Earlier this week, unfortunate news emerged that one of Australia’s startup prodigies: Shoes of Prey, collapsed into liquidation.
The story of any young brand’s demise contains important takeaway lessons for small business owners and would-be startup investors, and the Shoes of Prey story is no different.
But before launching into what went wrong, let’s look at how the brand came into being, as well as some of its successes along the way.
Founded in 2009 by three Australian entrepreneurs, Mike Knapp, Jodie Fox and Michael Fox, Shoes of Prey was an online fashion retailer that turned female shoe-shoppers into designers by giving them the tools to create bespoke shoe styles online.
The company took off and received millions of dollars in investment, quickly making it one of Australia’s startup success stories.
Over the years, Shoes of Prey expanded their logistics to grow their customer base, advertising their wares overseas and refining their manufacturing processes as they went.
All the while, Shoes of Prey continued to get ample attention in the media and its founders went on to build out their careers working on other products and businesses as they went.
Then, in August 2018, the company announced that they would temporarily bring trading to a halt due to some questions that key stakeholders were asking about the company’s sustainability.
After eight or so months of speculation, things went from bad to worse, and what had been a burgeoning online fashion brand announced the necessity to shut up shop, leaving investors out of pocked by around AUD$35 million in total.
So, what exactly went wrong with this stylish Aussie startup?
When asked what it was that brought on the downward spiral over the last year, the Shoes of Prey founders explained that, as time progressed, people seemed to prefer to leave the designing part of shoe-shopping to the professionals and wanted to be presented with ready-made options instead.

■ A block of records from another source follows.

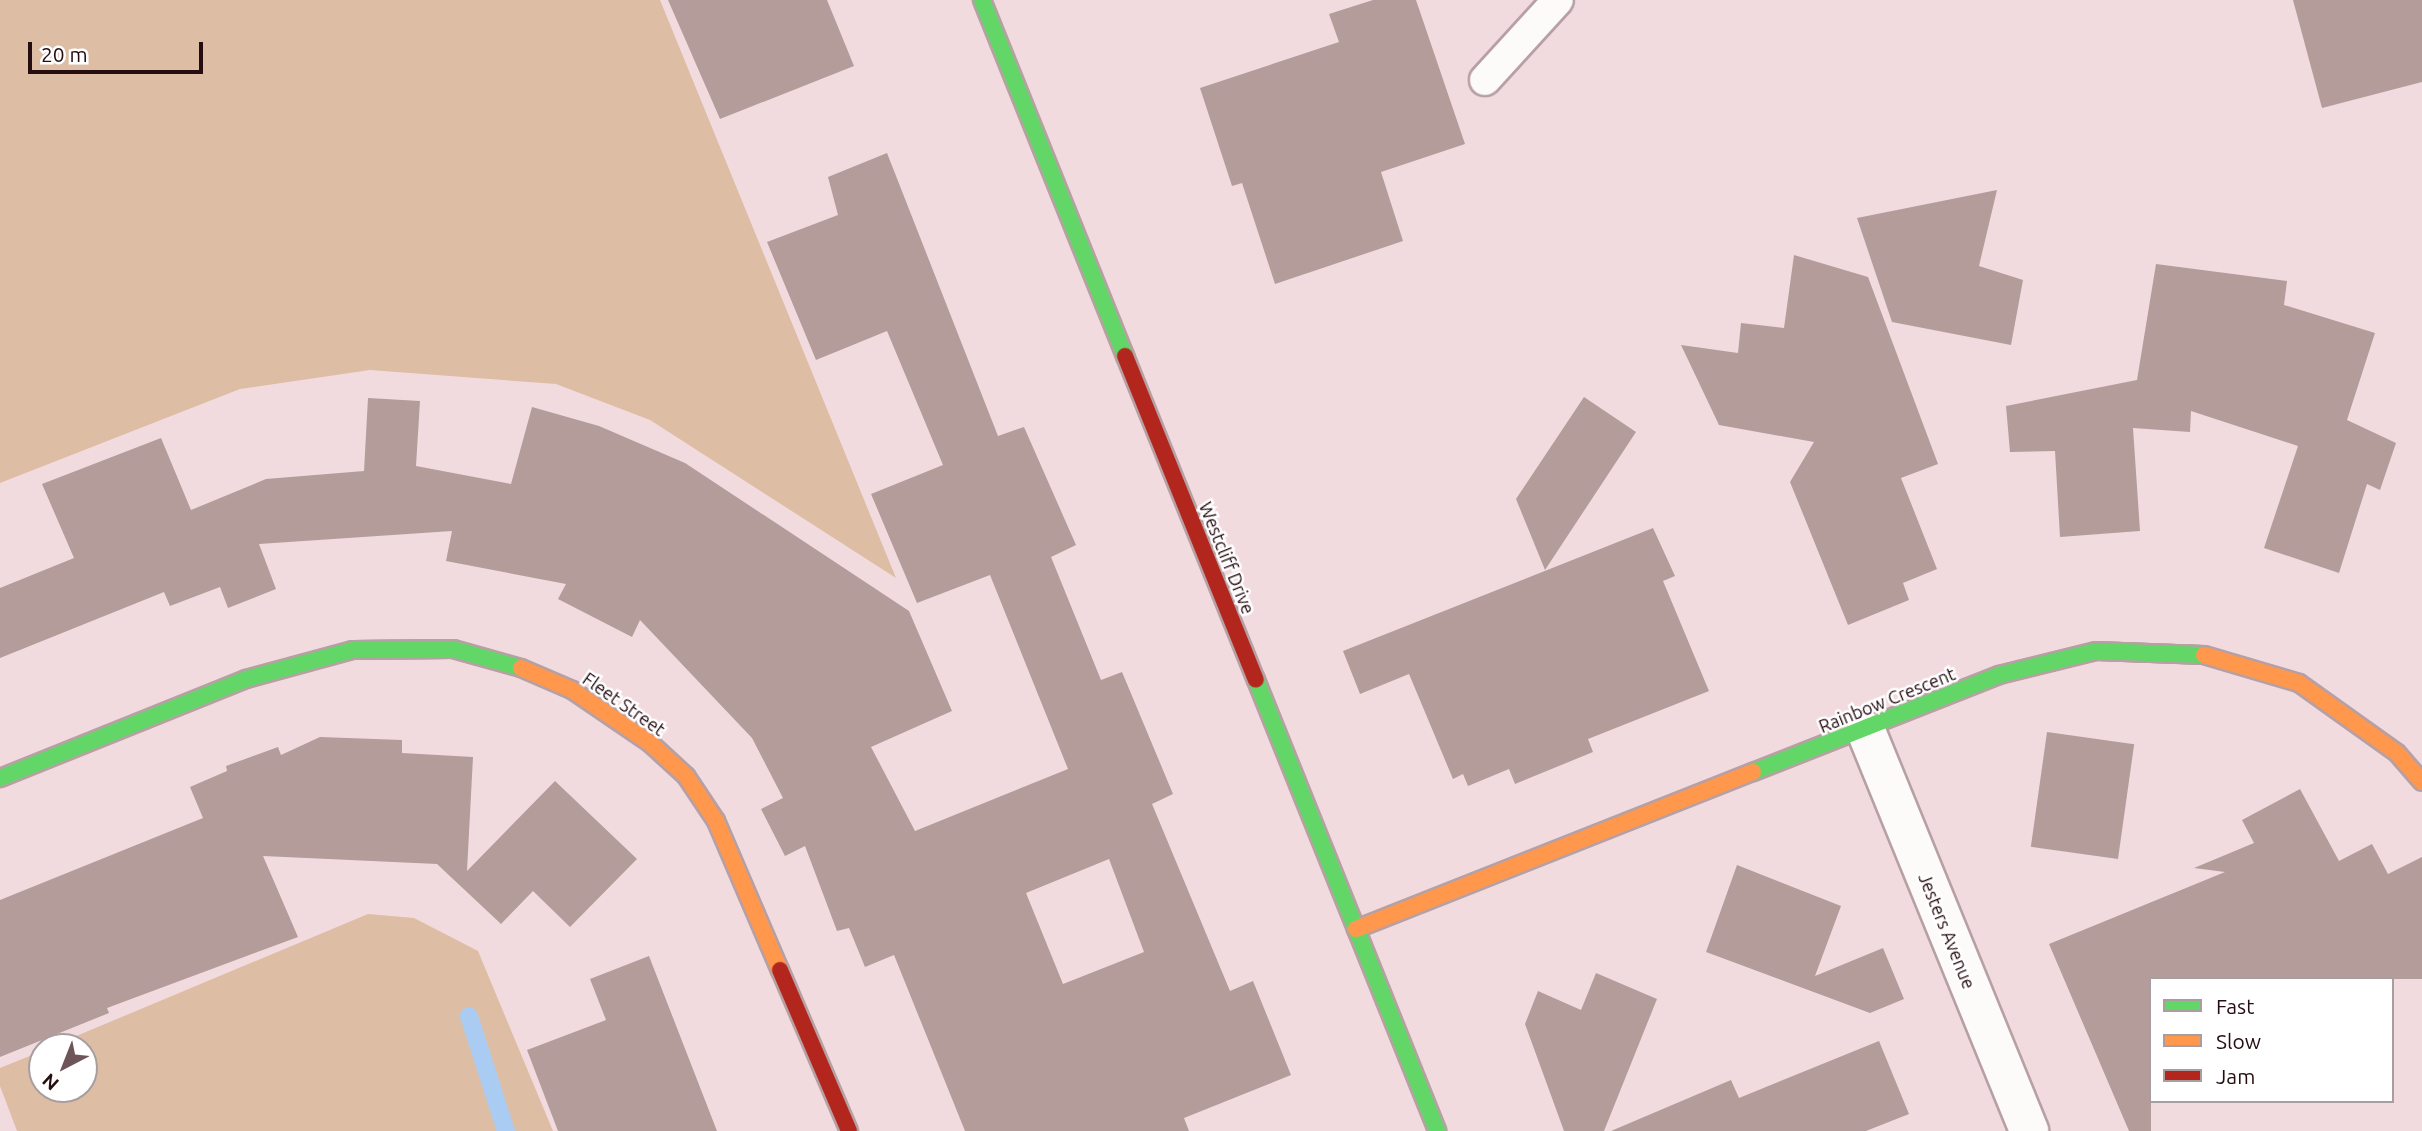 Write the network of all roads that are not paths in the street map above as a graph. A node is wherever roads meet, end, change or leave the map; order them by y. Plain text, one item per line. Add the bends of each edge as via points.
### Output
1 (982, 0) edge
2 (1558, 0) edge
3 (1485, 80) dead end
4 (1866, 731) junction
5 (0, 778) edge
6 (2422, 782) edge
7 (1356, 929) junction
8 (849, 1131) edge
9 (1437, 1131) edge
10 (2029, 1131) edge

1 - 7 street, Westcliff Drive
2 - 3 lane
4 - 6 street, Rainbow Crescent via 1999,675 2096,651 2216,656 2299,682 2396,753
4 - 7 street, Rainbow Crescent
4 - 10 street, Jesters Avenue
5 - 8 street, Fleet Street via 246,679 352,650 453,649 514,665 572,690 650,743 686,776 716,821
7 - 9 street, Westcliff Drive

“As with our customisation business, while there were strong early signs that the sizing and short-run manufacturing markets might work for us, we weren’t able to clearly prove that these customers were willing to pay us enough at a large enough scale to cover our fixed costs,” Michael Fox said, according to SmartCompany.
The reality is, situations like this are not always in the control of the business.

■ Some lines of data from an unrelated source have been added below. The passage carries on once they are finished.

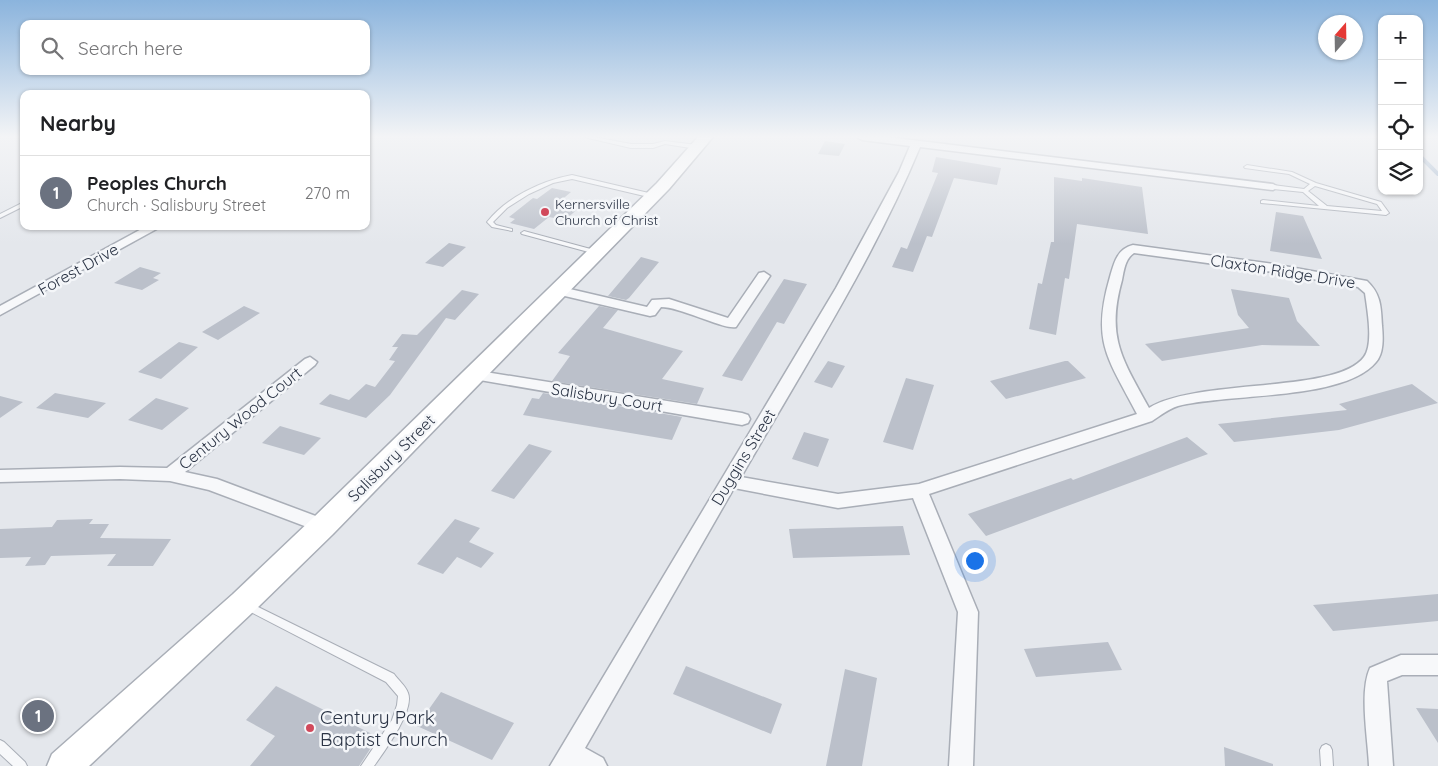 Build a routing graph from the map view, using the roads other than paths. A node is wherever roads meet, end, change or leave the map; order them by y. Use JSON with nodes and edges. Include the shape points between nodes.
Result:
{"nodes":[{"id":1,"x":674,"y":173,"type":"edge"},
{"id":2,"x":904,"y":173,"type":"edge"},
{"id":3,"x":1155,"y":173,"type":"edge"},
{"id":4,"x":1291,"y":173,"type":"edge"},
{"id":5,"x":1314,"y":184,"type":"junction"},
{"id":6,"x":1273,"y":187,"type":"joint"},
{"id":7,"x":1305,"y":191,"type":"junction"},
{"id":8,"x":653,"y":196,"type":"junction"},
{"id":9,"x":1263,"y":202,"type":"dead end"},
{"id":10,"x":20,"y":206,"type":"edge"},
{"id":11,"x":1325,"y":208,"type":"junction"},
{"id":12,"x":0,"y":216,"type":"edge"},
{"id":13,"x":149,"y":230,"type":"edge"},
{"id":14,"x":510,"y":230,"type":"dead end"},
{"id":15,"x":524,"y":233,"type":"dead end"},
{"id":16,"x":596,"y":252,"type":"junction"},
{"id":17,"x":764,"y":276,"type":"dead end"},
{"id":18,"x":557,"y":290,"type":"junction"},
{"id":19,"x":0,"y":311,"type":"edge"},
{"id":20,"x":310,"y":362,"type":"dead end"},
{"id":21,"x":473,"y":375,"type":"junction"},
{"id":22,"x":1146,"y":417,"type":"junction"},
{"id":23,"x":742,"y":420,"type":"dead end"},
{"id":24,"x":170,"y":475,"type":"junction"},
{"id":25,"x":0,"y":476,"type":"edge"},
{"id":26,"x":729,"y":482,"type":"junction"},
{"id":27,"x":919,"y":491,"type":"junction"},
{"id":28,"x":323,"y":526,"type":"junction"},
{"id":29,"x":243,"y":603,"type":"junction"},
{"id":30,"x":1438,"y":665,"type":"edge"},
{"id":31,"x":0,"y":746,"type":"edge"},
{"id":32,"x":1326,"y":750,"type":"dead end"},
{"id":33,"x":567,"y":759,"type":"edge"},
{"id":34,"x":20,"y":766,"type":"edge"},
{"id":35,"x":64,"y":766,"type":"edge"},
{"id":36,"x":367,"y":766,"type":"edge"},
{"id":37,"x":595,"y":766,"type":"edge"},
{"id":38,"x":961,"y":766,"type":"edge"},
{"id":39,"x":1327,"y":766,"type":"edge"},
{"id":40,"x":1381,"y":766,"type":"edge"}],
"edges":[{"from":1,"to":8,"type":"main road","name":"Salisbury Street"},
{"from":2,"to":26,"type":"street","name":"Duggins Street","via":[[843,288]]},
{"from":3,"to":6,"type":"street"},
{"from":4,"to":5,"type":"lane"},
{"from":5,"to":7,"type":"lane"},
{"from":5,"to":11,"type":"lane","via":[[1379,203],[1386,213]]},
{"from":6,"to":7,"type":"lane"},
{"from":7,"to":11,"type":"lane"},
{"from":8,"to":14,"type":"lane","via":[[572,177],[562,178],[510,204],[490,222]]},
{"from":8,"to":16,"type":"main road","name":"Salisbury Street"},
{"from":9,"to":11,"type":"lane"},
{"from":10,"to":12,"type":"lane"},
{"from":13,"to":19,"type":"street","name":"Forest Drive"},
{"from":15,"to":16,"type":"lane"},
{"from":16,"to":18,"type":"main road","name":"Salisbury Street"},
{"from":17,"to":18,"type":"street","via":[[730,324],[708,314],[669,304],[657,303],[650,312]]},
{"from":18,"to":21,"type":"main road","name":"Salisbury Street"},
{"from":20,"to":24,"type":"street","name":"Century Wood Court"},
{"from":21,"to":23,"type":"street","name":"Salisbury Court"},
{"from":21,"to":28,"type":"main road","name":"Salisbury Street"},
{"from":22,"to":22,"type":"street","name":"Claxton Ridge Drive","via":[[1172,403],[1332,380],[1364,368],[1372,359],[1374,343],[1375,313],[1371,292],[1354,281],[1129,250],[1124,254],[1111,294],[1107,313],[1108,333],[1113,351]]},
{"from":22,"to":27,"type":"street","name":"Claxton Ridge Drive"},
{"from":24,"to":25,"type":"street","via":[[72,473]]},
{"from":24,"to":28,"type":"street","via":[[211,484]]},
{"from":26,"to":27,"type":"street","name":"Claxton Ridge Drive","via":[[838,501]]},
{"from":26,"to":33,"type":"street","name":"Duggins Street"},
{"from":27,"to":38,"type":"street","via":[[968,612]]},
{"from":28,"to":29,"type":"main road","name":"Salisbury Street"},
{"from":29,"to":35,"type":"main road","name":"Salisbury Street"},
{"from":29,"to":36,"type":"lane","via":[[390,678],[404,695],[403,709],[390,735]]},
{"from":30,"to":40,"type":"street","via":[[1401,665],[1377,675]]},
{"from":31,"to":34,"type":"lane"},
{"from":32,"to":39,"type":"lane"},
{"from":33,"to":37,"type":"street"}]}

Fast-paced startup culture attracts so many hungry entrepreneurs that it’s hard to keep up with. Plus, ongoing technological advancement means the environment is changing rapidly.
All of this can lead to exciting new business concepts ending as failed experiments.

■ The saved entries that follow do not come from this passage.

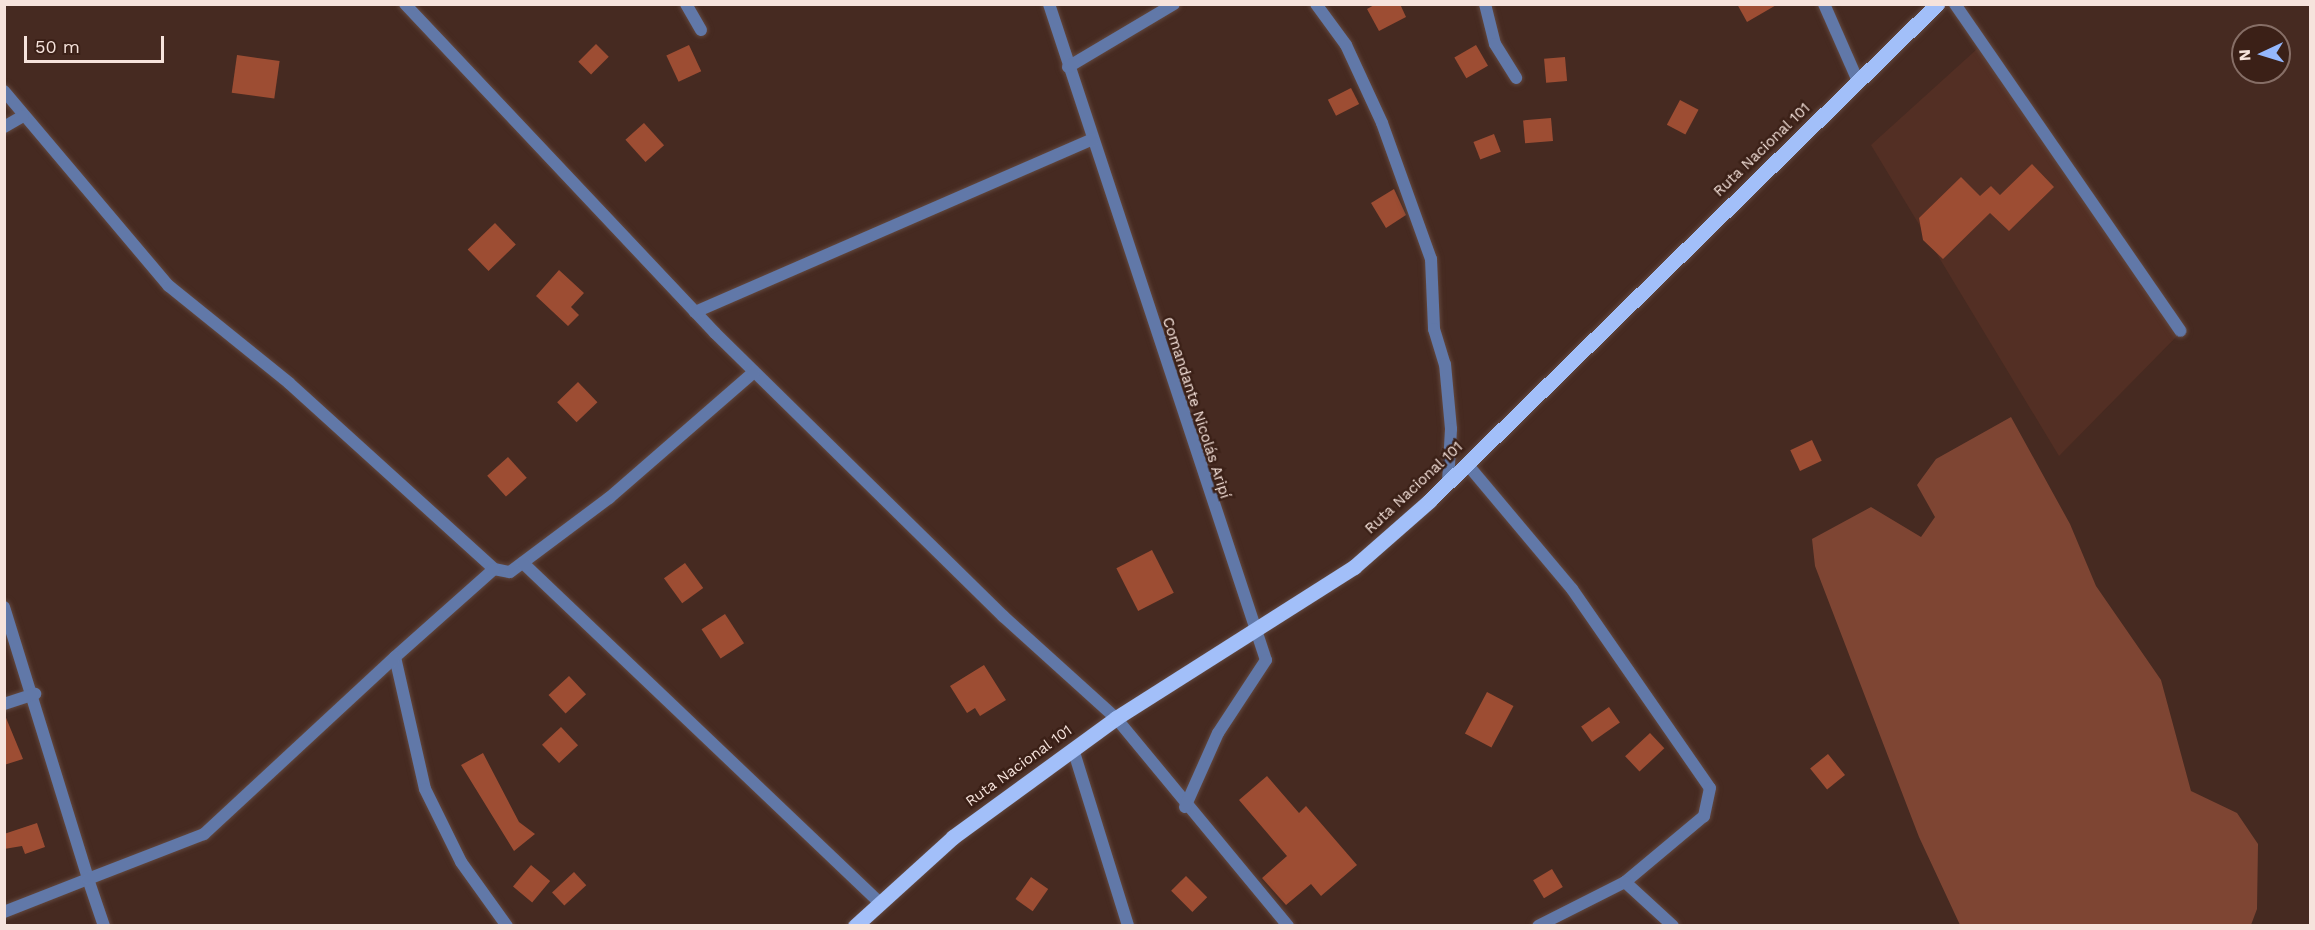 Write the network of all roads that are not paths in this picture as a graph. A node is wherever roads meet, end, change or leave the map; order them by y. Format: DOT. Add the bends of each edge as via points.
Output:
graph roads {
  1 [pos="405,4"];
  2 [pos="686,4"];
  3 [pos="1049,4"];
  4 [pos="1174,4"];
  5 [pos="1316,4"];
  6 [pos="1485,4"];
  7 [pos="1824,4"];
  8 [pos="1937,4"];
  9 [pos="1955,4"];
  10 [pos="700,30"];
  11 [pos="1068,67"];
  12 [pos="1516,78"];
  13 [pos="1858,81"];
  14 [pos="4,91"];
  15 [pos="23,116"];
  16 [pos="4,127"];
  17 [pos="1092,139"];
  18 [pos="695,312"];
  19 [pos="2181,331"];
  20 [pos="754,372"];
  21 [pos="1467,464"];
  22 [pos="1448,482"];
  23 [pos="523,563"];
  24 [pos="494,569"];
  25 [pos="4,607"];
  26 [pos="1252,628"];
  27 [pos="395,657"];
  28 [pos="35,694"];
  29 [pos="4,704"];
  30 [pos="1116,718"];
  31 [pos="1073,749"];
  32 [pos="1185,807"];
  33 [pos="88,879"];
  34 [pos="1625,882"];
  35 [pos="880,903"];
  36 [pos="4,912"];
  37 [pos="104,926"];
  38 [pos="507,926"];
  39 [pos="855,926"];
  40 [pos="1128,926"];
  41 [pos="1288,926"];
  42 [pos="1538,926"];
  43 [pos="1673,926"];
  1 -- 18 [label="street"];
  2 -- 10 [label="street"];
  3 -- 11 [label="street, Comandante Nicolás Aripí"];
  4 -- 11 [label="street"];
  5 -- 22 [label="street" via="1347,45 1431,259 1434,329 1445,364 1451,429"];
  6 -- 12 [label="street" via="1495,44"];
  7 -- 13 [label="street"];
  8 -- 13 [label="main road, Ruta Nacional 101"];
  9 -- 19 [label="street"];
  11 -- 17 [label="street, Comandante Nicolás Aripí"];
  13 -- 21 [label="main road, Ruta Nacional 101"];
  14 -- 15 [label="street"];
  15 -- 16 [label="street"];
  15 -- 24 [label="street" via="121,224 169,286 289,383"];
  17 -- 18 [label="street"];
  17 -- 26 [label="street, Comandante Nicolás Aripí"];
  18 -- 20 [label="street"];
  20 -- 23 [label="street" via="609,498"];
  20 -- 30 [label="street"];
  21 -- 22 [label="main road, Ruta Nacional 101"];
  21 -- 34 [label="street" via="1572,589 1710,788 1704,816"];
  22 -- 26 [label="main road, Ruta Nacional 101" via="1354,567"];
  23 -- 24 [label="street" via="510,572"];
  23 -- 35 [label="street"];
  24 -- 27 [label="street"];
  25 -- 28 [label="street"];
  26 -- 30 [label="main road, Ruta Nacional 101"];
  26 -- 32 [label="street, Comandante Nicolás Aripí" via="1266,660 1218,733"];
  27 -- 33 [label="street" via="204,834"];
  27 -- 38 [label="street" via="425,789 461,861"];
  28 -- 29 [label="street"];
  28 -- 33 [label="street" via="46,750"];
  30 -- 31 [label="main road, Ruta Nacional 101"];
  30 -- 32 [label="street"];
  31 -- 35 [label="main road, Ruta Nacional 101" via="953,837"];
  31 -- 40 [label="street"];
  32 -- 41 [label="street"];
  33 -- 36 [label="street"];
  33 -- 37 [label="street"];
  34 -- 42 [label="street"];
  34 -- 43 [label="street"];
  35 -- 39 [label="main road, Ruta Nacional 101"];
}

But, when large and thriving companies are forced into liquidation, it’s important for small business owners to take a closer look into the reasons why the collapse occurred and how to prevent those same things from occurring to them.
Most businesses these days aim to create niche products (or services) to capitalise on a clearly defined market share.
While this strategy can play a big part in separating your offering from others in similar markets, it is important not to put all your eggs in one basket and solely rely on your niche product for revenue.
By finding a way to diversify your offering and bring in additional streams of revenue to your business, you are more likely to have enough cashflow and financial runway to survive through the harshest changes that the market faces and come up with new and innovative ways to make your way back into your original niche.
Aside from diversifying your offering to include a range of other products or services, it’s also important to be clever around exploring which different avenues you offer, sell or distribute your niche product to your target market.
According to Aron Steg, Founder of Mystic Pants, using diverse sales methods or targeting “diverse audiences” can be a good way to steer clear of a Shoes of Prey like horror story.
For example, if you run a service-based business (whether it be SaaS or professional services), you can explore the idea of creating strategic partnerships with other large players who have significant influence or reach.
Or, if you’re running a retail business, in addition to offering your product online, there may be other distribution channels through which you may be able to reach more customers.
The overarching lesson here is that there is more than one way to do things – and the more ways you can find to sell and distribute your products, the more breathing space you’ll have if things go sour.
While people often look to increase their wealth through financial investment, they can often forget to consider the fact that high rewards only come to those who are ready to enter into high-risk arrangements.
High-risk investments mean that there is a chance that, once you let go of your money, you may never see it again.
As the news of Shoes of Prey going into administration surfaced, reports of its investors losing millions of dollars emerged as well – proving that even when investing in what may seem to be a ‘unicorn’ start-up, there is always risk associated with such an investment.
So, if you’re looking for ways to invest your money, before you put your life savings into what you think might be a ‘blue-chip’ startup, make sure to run substantial due diligence on the fund you’re contributing to and that you’re aware of all the relevant and potential risks.
A very admirable part from the Shoes of Prey debacle (and perhaps one that can be easily overlooked) is the fact that the company’s three founders are open and transparent about the reasons why the business went under – something which would have required plenty of courage and bravery to do.
The ability to share success stories in business is always nice, but to come out and face the music is something all business owners should aspire to do when called for.
By publicly sharing the reasons behind your failures, you can make people wiser from your experiences and help them ensure that they don’t make those same mistakes. You may even gain some goodwill in the process.